[Collected data]
BEGIN

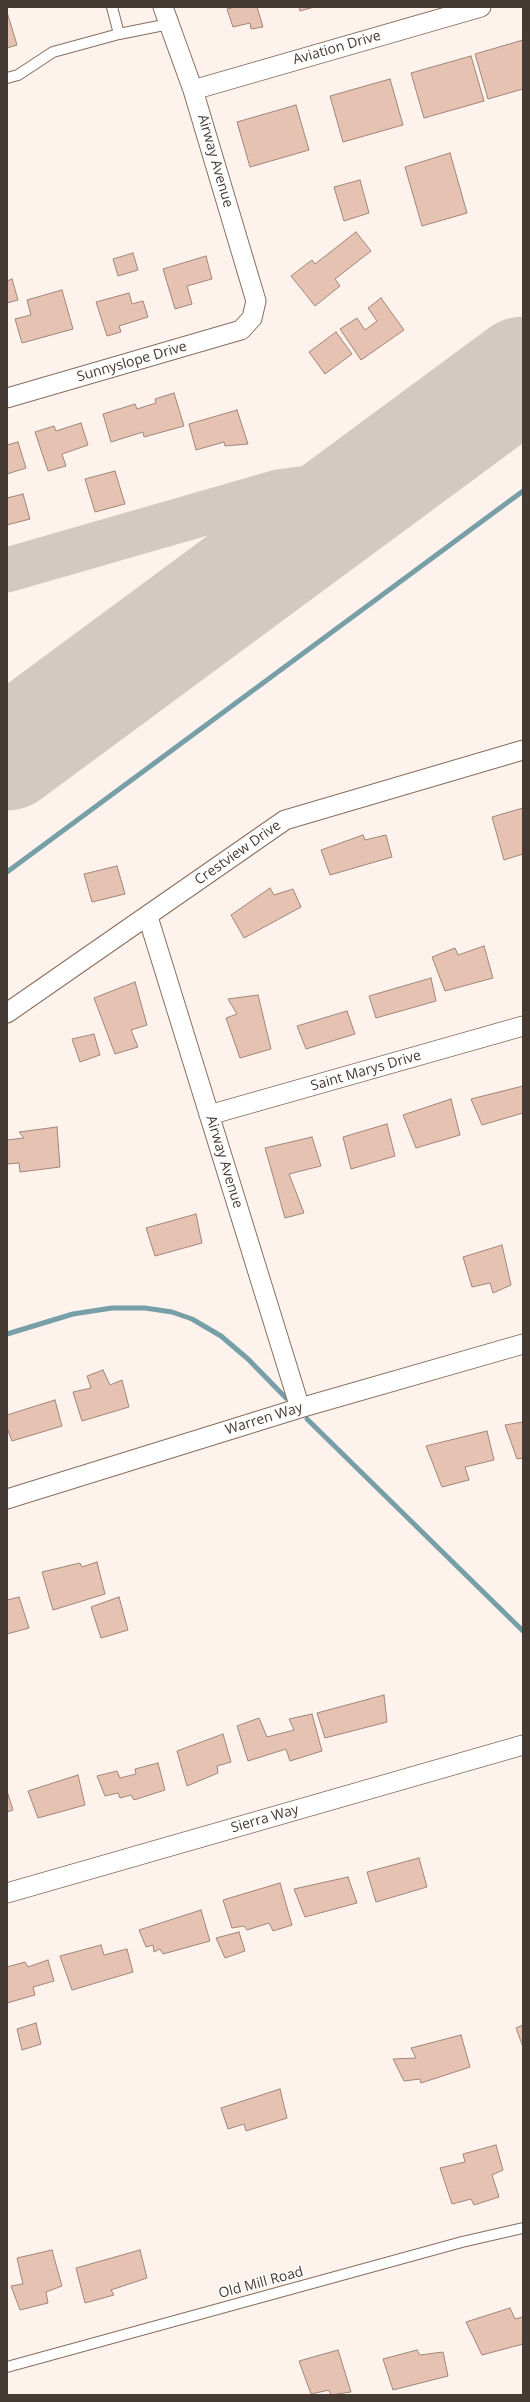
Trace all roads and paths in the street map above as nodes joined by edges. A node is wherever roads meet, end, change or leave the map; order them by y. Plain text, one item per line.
1 (112, 7) edge
2 (481, 7) edge
3 (166, 16) edge
4 (119, 34) junction
5 (7, 78) edge
6 (194, 90) junction
7 (252, 318) joint
8 (7, 398) edge
9 (523, 750) edge
10 (148, 917) junction
11 (7, 1013) edge
12 (523, 1026) edge
13 (209, 1115) junction
14 (523, 1344) edge
15 (300, 1408) junction
16 (7, 1498) edge
17 (523, 1745) edge
18 (7, 1893) edge
19 (523, 2228) edge
20 (7, 2367) edge

1 - 4 lane
2 - 6 street, Aviation Drive
3 - 4 lane
3 - 6 street, Airway Avenue
4 - 5 lane
6 - 7 street, Airway Avenue
7 - 8 street, Sunnyslope Drive
9 - 10 street, Crestview Drive
10 - 11 street, Crestview Drive
10 - 13 street, Airway Avenue
12 - 13 street, Saint Marys Drive
13 - 15 street, Airway Avenue
14 - 15 street, Warren Way
15 - 16 street, Warren Way
17 - 18 street, Sierra Way
19 - 20 lane, Old Mill Road

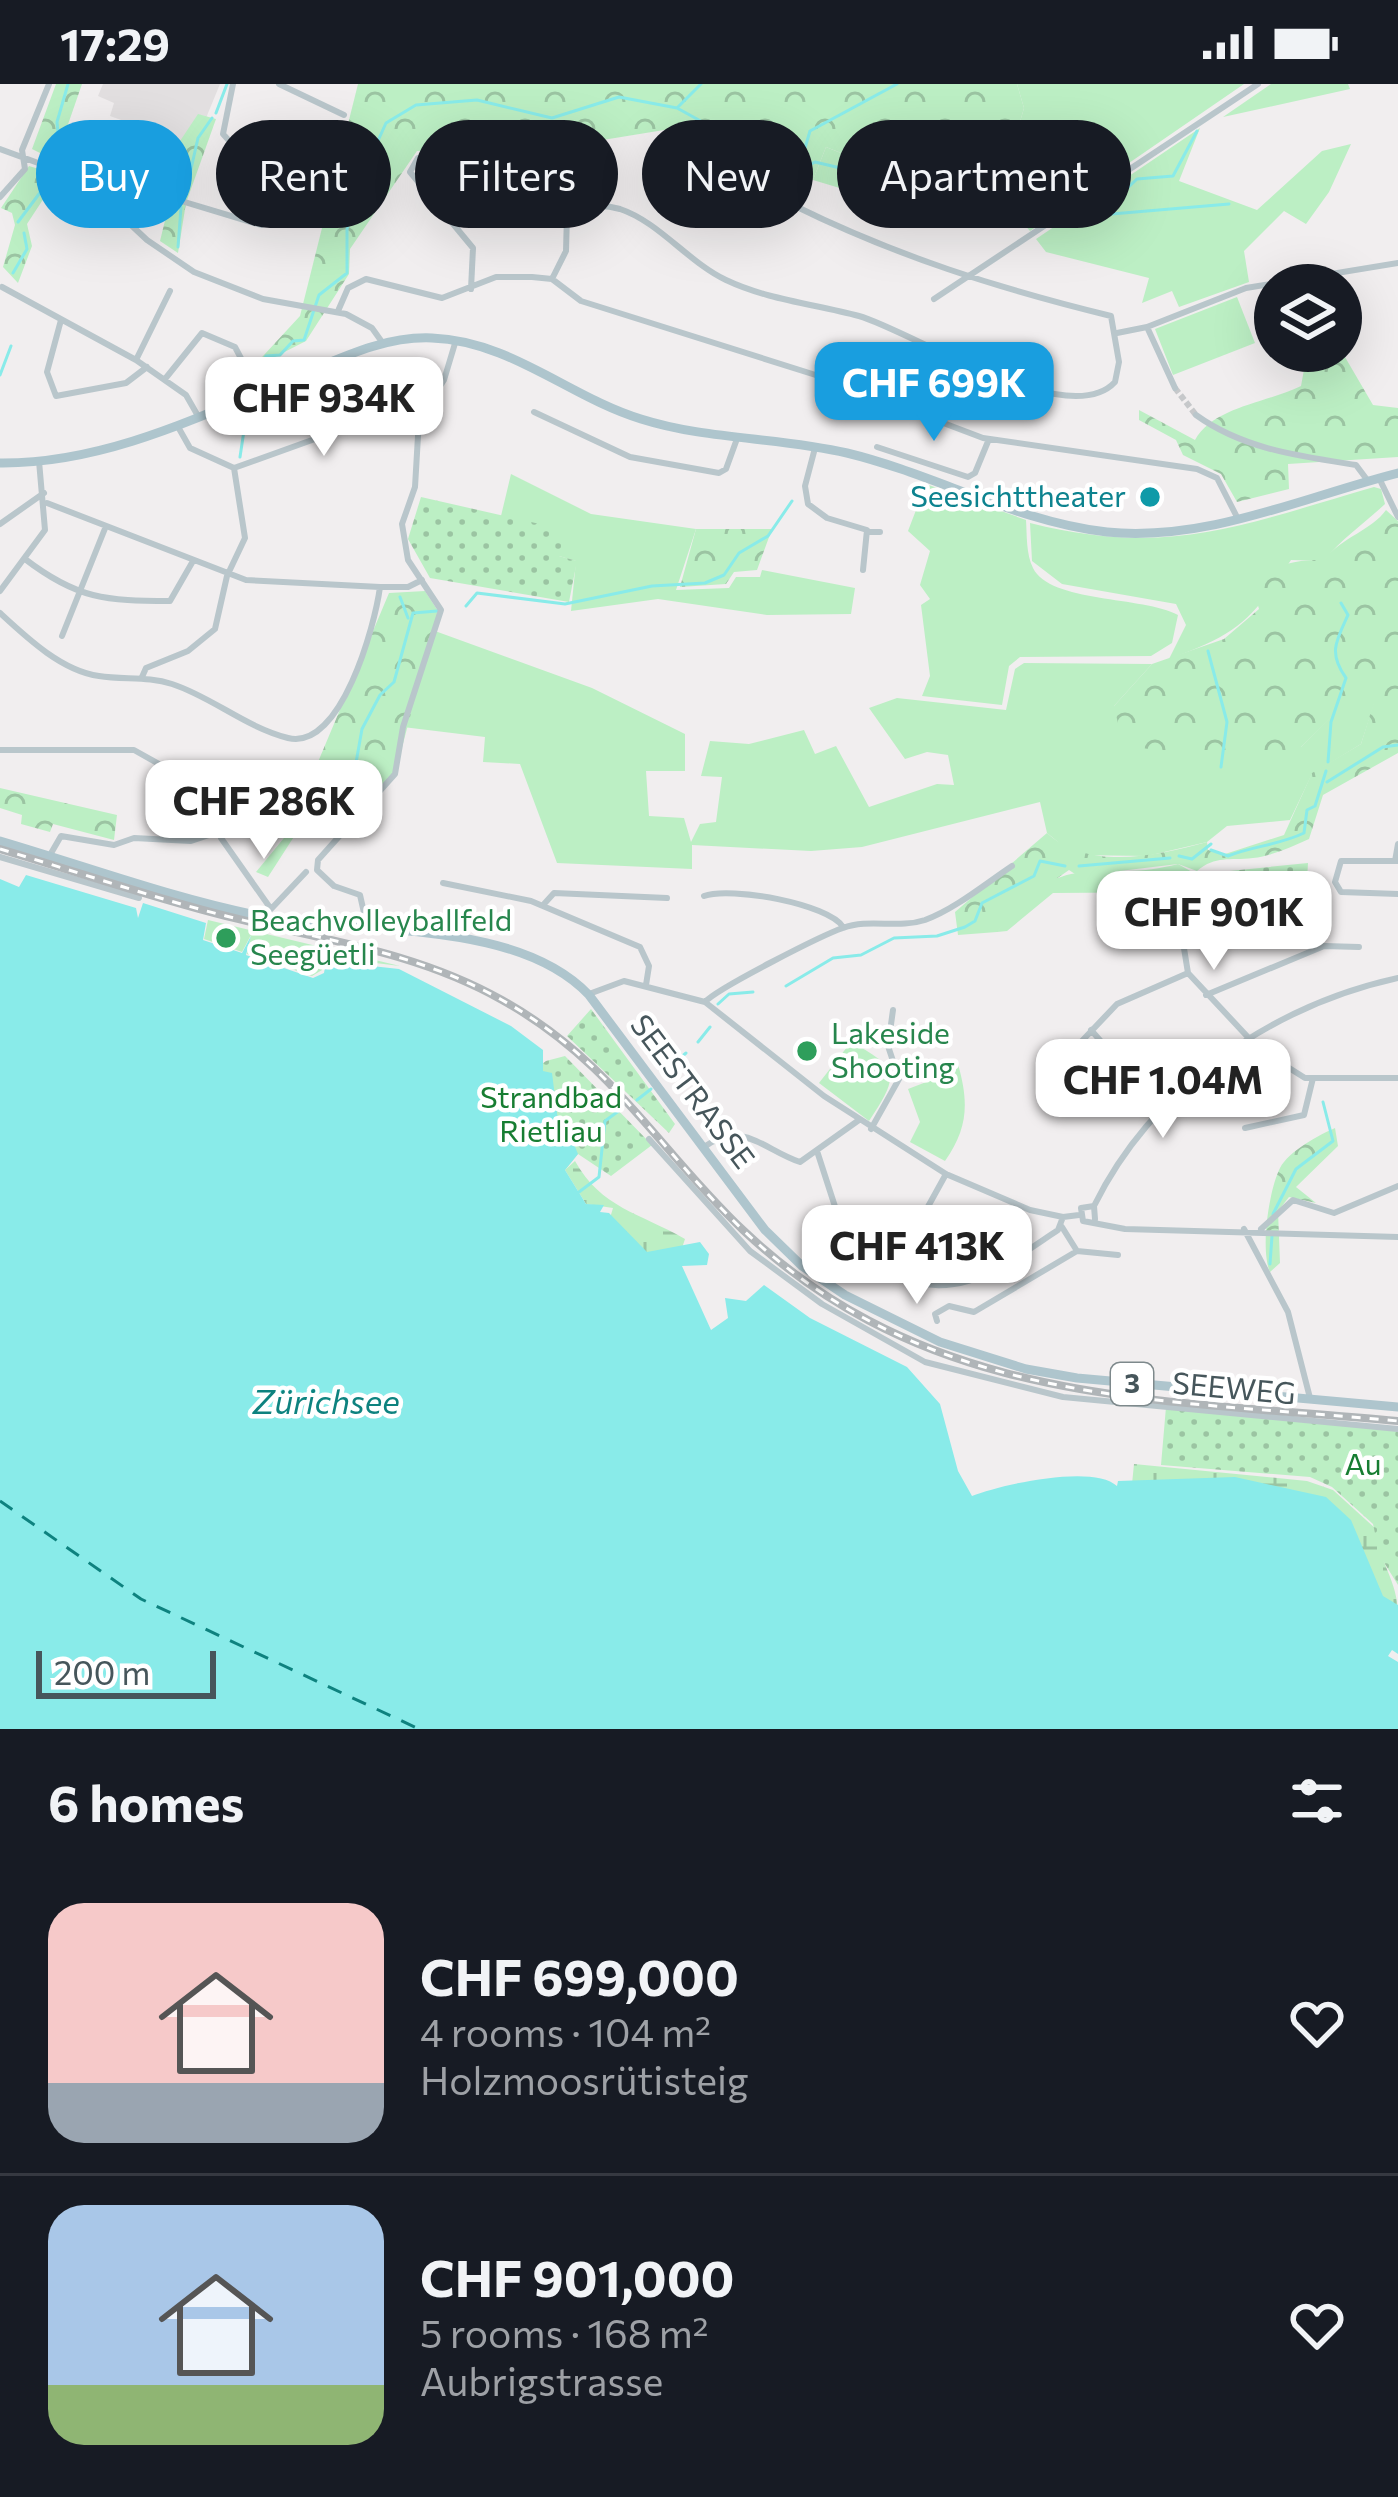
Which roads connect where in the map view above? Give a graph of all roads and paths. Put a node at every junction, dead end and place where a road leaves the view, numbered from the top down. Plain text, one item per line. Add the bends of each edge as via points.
1 (49, 84) edge
2 (233, 84) edge
3 (279, 84) edge
4 (1258, 84) edge
5 (344, 115) dead end
6 (0, 149) edge
7 (27, 157) junction
8 (36, 160) edge
9 (0, 197) edge
10 (192, 204) edge
11 (813, 215) edge
12 (135, 228) edge
13 (456, 228) edge
14 (1398, 263) edge
15 (966, 276) junction
16 (552, 279) junction
17 (1, 287) edge
18 (471, 289) junction
19 (170, 291) dead end
20 (934, 299) dead end
21 (338, 311) junction
22 (61, 320) junction
23 (1147, 327) junction
24 (1117, 333) junction
25 (456, 340) junction
26 (383, 344) junction
27 (136, 360) junction
28 (250, 363) dead end
29 (147, 367) junction
30 (165, 379) junction
31 (1175, 388) tunnel mouth
32 (534, 412) dead end
33 (1196, 415) tunnel mouth
34 (199, 416) junction
35 (419, 419) junction
36 (177, 425) junction
37 (738, 436) junction
38 (989, 439) junction
39 (815, 446) junction
40 (877, 447) dead end
41 (39, 461) junction
42 (0, 463) edge
43 (234, 468) junction
44 (1398, 473) edge
45 (1377, 483) junction
46 (45, 498) junction
47 (1398, 517) edge
48 (1238, 519) junction
49 (0, 524) edge
50 (106, 526) junction
51 (867, 532) junction
52 (880, 532) dead end
53 (26, 559) junction
54 (193, 561) junction
55 (862, 570) dead end
56 (231, 572) junction
57 (422, 580) junction
58 (380, 587) junction
59 (0, 591) edge
60 (80, 592) junction
61 (0, 613) edge
62 (62, 636) dead end
63 (142, 677) junction
64 (0, 750) edge
65 (221, 831) junction
66 (0, 841) edge
67 (1398, 844) edge
68 (50, 855) junction
69 (0, 857) edge
70 (1397, 861) edge
71 (1012, 866) dead end
72 (306, 872) dead end
73 (443, 883) dead end
74 (1398, 894) edge
75 (704, 896) dead end
76 (139, 898) dead end
77 (667, 898) dead end
78 (1195, 898) dead end
79 (544, 905) junction
80 (270, 913) junction
81 (843, 928) junction
82 (367, 931) junction
83 (1359, 947) dead end
84 (1188, 973) junction
85 (1398, 978) edge
86 (646, 985) junction
87 (589, 995) junction
88 (1206, 995) junction
89 (706, 1002) junction
90 (893, 1010) dead end
91 (1091, 1030) junction
92 (1248, 1039) junction
93 (1080, 1042) dead end
94 (1133, 1078) dead end
95 (1313, 1078) junction
96 (1398, 1078) edge
97 (859, 1120) junction
98 (1245, 1128) dead end
99 (872, 1129) junction
100 (649, 1139) dead end
101 (704, 1147) junction
102 (817, 1151) junction
103 (946, 1174) junction
104 (1398, 1186) edge
105 (1094, 1206) junction
106 (1079, 1214) junction
107 (1095, 1219) junction
108 (1062, 1222) junction
109 (1244, 1229) junction
110 (1262, 1229) junction
111 (905, 1232) dead end
112 (1398, 1237) edge
113 (1077, 1251) junction
114 (1118, 1255) dead end
115 (937, 1321) dead end
116 (1311, 1401) junction
117 (1398, 1406) edge
118 (1398, 1430) edge

1 - 7 street
2 - 10 street via 223,134 292,177 295,194 284,218 261,225
3 - 5 street
4 - 15 street
6 - 7 street
7 - 8 street
7 - 9 street
11 - 15 street
12 - 21 street via 216,283
13 - 18 street via 472,248
14 - 23 street via 1246,288
15 - 20 street
15 - 24 street via 1112,316
16 - 18 street via 507,276
16 - 24 street via 566,250 567,214 609,207 721,278 862,317 1010,383 1099,394 1118,373
16 - 38 street via 581,301
17 - 22 street
18 - 21 street via 442,298 366,279 348,288
19 - 27 street
21 - 26 street via 372,328
22 - 27 street
22 - 29 street via 47,372 56,396 125,383
23 - 24 street
23 - 31 street
25 - 26 main road
25 - 35 street via 444,380
25 - 37 main road via 492,348 622,413
26 - 34 main road
27 - 29 street
28 - 30 street via 202,333
29 - 30 street
30 - 34 street
32 - 37 street via 630,457 719,472
33 - 45 street via 1233,438 1356,465
34 - 36 main road
35 - 43 street via 376,418
35 - 57 street via 415,487 402,524 408,560
36 - 41 main road via 110,449
36 - 43 street via 190,448
37 - 39 main road
38 - 40 street via 968,477
38 - 48 street via 1197,469 1217,478
39 - 48 main road via 1104,532 1171,532
39 - 51 street via 808,504
41 - 42 main road
41 - 46 street
43 - 56 street via 244,538
44 - 45 main road
45 - 47 street
45 - 48 main road
46 - 49 street
46 - 50 street
46 - 53 street via 45,530
50 - 54 street
50 - 60 street
51 - 52 street
51 - 55 street
53 - 59 street
53 - 60 street
54 - 56 street
54 - 60 street via 170,601 101,601
56 - 58 street via 256,581
56 - 63 street via 215,629
57 - 58 street
57 - 82 street via 441,610 394,775 316,870 360,895
58 - 63 street via 337,713 308,737 282,736 179,686
60 - 62 street
61 - 63 street via 83,673
64 - 65 street via 141,752 215,797
65 - 68 street via 191,841 114,845 61,836
65 - 80 street
66 - 68 main road, SEESTRASSE / 3
67 - 70 street
68 - 80 main road, SEESTRASSE / 3
69 - 76 street
70 - 74 street via 1341,861 1335,882 1341,892
71 - 81 street via 932,917
72 - 80 street
73 - 79 street
75 - 81 street via 732,893 829,911
77 - 79 street via 554,893
78 - 84 street via 1182,936
79 - 86 street via 640,947
80 - 82 main road, SEESTRASSE / 3
81 - 89 street
82 - 87 main road, SEESTRASSE / 3 via 426,932 515,951 562,970
83 - 88 street via 1324,946
84 - 88 street
84 - 91 street via 1117,1004
85 - 92 street via 1319,1002
86 - 87 street via 618,981
86 - 89 street
87 - 101 main road, SEESTRASSE / 3
88 - 92 street
89 - 97 street
90 - 99 street via 888,1046 899,1079
91 - 93 street
91 - 94 street
92 - 95 street via 1289,1072
92 - 105 street via 1161,1112
95 - 96 street
95 - 98 street via 1304,1115
97 - 99 street
97 - 102 street
99 - 103 street
100 - 118 street, SEEWEG via 750,1251 822,1304 925,1362 1063,1397
101 - 102 street via 728,1135 765,1141 796,1162
101 - 116 main road, SEESTRASSE / 3 via 802,1266 940,1342 1077,1378
102 - 108 street via 855,1245 854,1262 928,1288 994,1271
103 - 108 street
103 - 111 street
104 - 110 street via 1334,1213 1293,1200
105 - 106 street
105 - 107 street
106 - 107 street
106 - 108 street
107 - 109 street via 1126,1229
108 - 113 street
109 - 110 street
109 - 116 street via 1288,1312
110 - 112 street
113 - 114 street
113 - 115 street via 974,1312 949,1306
116 - 117 main road, SEESTRASSE / 3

END

WHAT TO WORK ON: For the string "Airway", search the preceding data and copy every line that includes it.

EXERCISE RESULT:
3 - 6 street, Airway Avenue
6 - 7 street, Airway Avenue
10 - 13 street, Airway Avenue
13 - 15 street, Airway Avenue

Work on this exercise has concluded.